January 20th, 2009. 12:32 pm. The inauguration address has just ended. We can now say "President Barack Hussein Obama." At the same time, I am unemployed and things are not looking good. My college degree is utterly worthless and I'm looking at restaurant jobs.
But who can kill the optimism in the air? You can't deny that no matter how bad things are, there's a feeling of electricity never felt before for our generation. No one cared about politics, and many people downright loathed the system. I got my "Worst President Ever" T-shirt in 2003, when I started to realize what was going on. I just couldn't believe people were supporting the actions and programs of George W. Bush.
The viewpoint has completely changed. Bush isn't even relevant anymore, and hasn't been for the last 3 months. Everyone is hopeful. Everyone is excited for the future. Everyone thinks it can only get better from here. Despite the economy. Despite the Middle East. Despite the environment. Despite the education system. Everything is going to improve.

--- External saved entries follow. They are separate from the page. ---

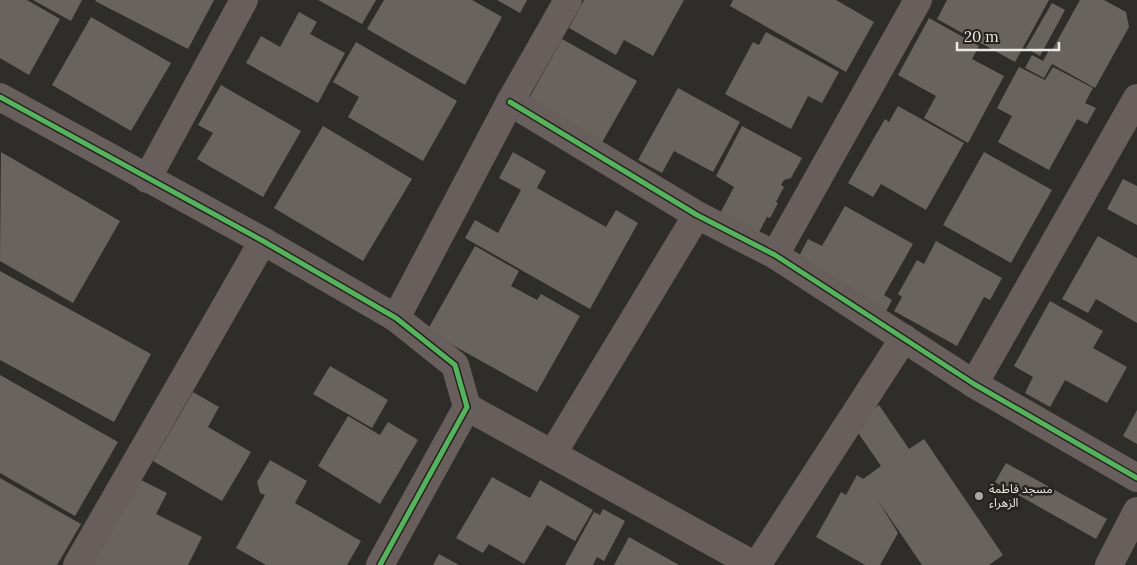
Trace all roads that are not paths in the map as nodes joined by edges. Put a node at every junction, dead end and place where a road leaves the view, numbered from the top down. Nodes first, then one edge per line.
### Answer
1 (244, 0) edge
2 (568, 0) edge
3 (918, 0) edge
4 (0, 97) edge
5 (1137, 98) edge
6 (510, 102) junction
7 (147, 179) junction
8 (697, 215) junction
9 (263, 242) junction
10 (775, 255) junction
11 (396, 318) junction
12 (904, 338) junction
13 (974, 384) junction
14 (467, 406) junction
15 (553, 453) junction
16 (1137, 478) edge
17 (1137, 511) edge
18 (78, 565) edge
19 (380, 565) edge
20 (756, 565) edge
21 (1109, 565) edge

1 - 7 street
2 - 6 street
3 - 10 street
4 - 7 street
5 - 13 street
6 - 8 street
6 - 11 street
7 - 9 street
8 - 10 street
8 - 15 street
9 - 11 street
9 - 18 street
10 - 12 street
11 - 14 street
12 - 13 street
12 - 20 street
13 - 16 street
14 - 15 street
14 - 19 street
15 - 20 street
17 - 21 street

I will never forget the night Obama was elected. We were soldering resistors to the circuit board that would later become the theremin. I had no expectations for victory. I remember a quote from a friend's blog that said:
"if you're in New York, and you vaguely recall some slight issues of voter fraud, and there's an abandoned car on fire down your block, the Repubocons gone done and stoled it again. However, if you see more beer bottles on the street than usual, Obama has won."
I think we all expected defeat. We've been used to it. Remember 2004? It was like someone had died. No one could believe Bush got re-elected. How? After all the screw-ups and the endless war in Iraq, how could he get re-elected? It seemed inevitable that it would happen again.
It must have been around my third rum and coke and 55th resistor that I realized we had won. Not only did Obama win, but our generation won. The country won. The world won. There were about fifteen of us watching the acceptance speech. We all hugged and celebrated. I cried a bit. I don't think anyone could possibly understand what the election meant to younger generations. This was OUR future. This was OUR election. So many people, promising to move to Canada, to Europe, to Asia if McCain had won. This time they were serious. Faith in the United States was depleted. It was embarrassing to be a U.S. citizen. We were bullies. We were arrogant. We were rednecks. We loved guns and beer and fightin' for justice.
We had to cling to satirists like Jon Stewart and Stephan Colbert. We got our gratification from the most scathing attacks on the president. With his level of corruption, it wasn't hard either. There was no hope that ANYTHING we believed in would be supported by the Bush administration. Environmental improvement was useless. Peace in the Middle East? Not a chance. I watched No Child Left Behind dominate my 11th grade English class as the Great Gatsby was eliminated to make room for more practice tests. Unemployment skyrocketed in the last year and a vast majority of my friends had no health insurance. We ALL needed this.
On November 4th, 2008 I cried with everyone. I ran down Atherton Street with Sean and ran into Dave Pfister, crying and waving an American flag. We were patriotic again. We were proud of our country. The president was one of us. He knew what needed to be done and was going to strive to do it. Common sense had won. Science had won. Intelligence had won. Peace had won. We knew it was going to be hard, but we were looking forward to the challenge. We were motivated.
We went to the Phyrst and danced all night. It was true, there would be more beer bottles on the street than usual. It was going to be a great Wednesday morning. Everyone who had been working on this campaign would realize their work had meant something. Everyone I knew who stood on the street for six hours a day, that would amount to a brighter future. Finally, everything we had endured would pay off.
Our generation is taking our place as the relevant force of the country. We will be making the decisions and working for causes we believe in. Our government will hear our voice and our president will work for us. The rest of the world will not look upon us with disdain and anger, but with benevolence and support. It is a uniting moment for everyone. We are now Americans. And damn proud of it.
I know there are many people who do not share this viewpoint. I know there are people, even close friends of mine, who are skeptical. I know there will be people who will attack this entry, saying I am naive, blindly following a man that has yet to prove his worth. He's all personality they'll say. He's inexperienced. This is all true, and he DOES have yet to prove himself. But I am confident that he will. Just wait a few years, and then comment on it. If there's nothing to look forward to, what's the point of hoping?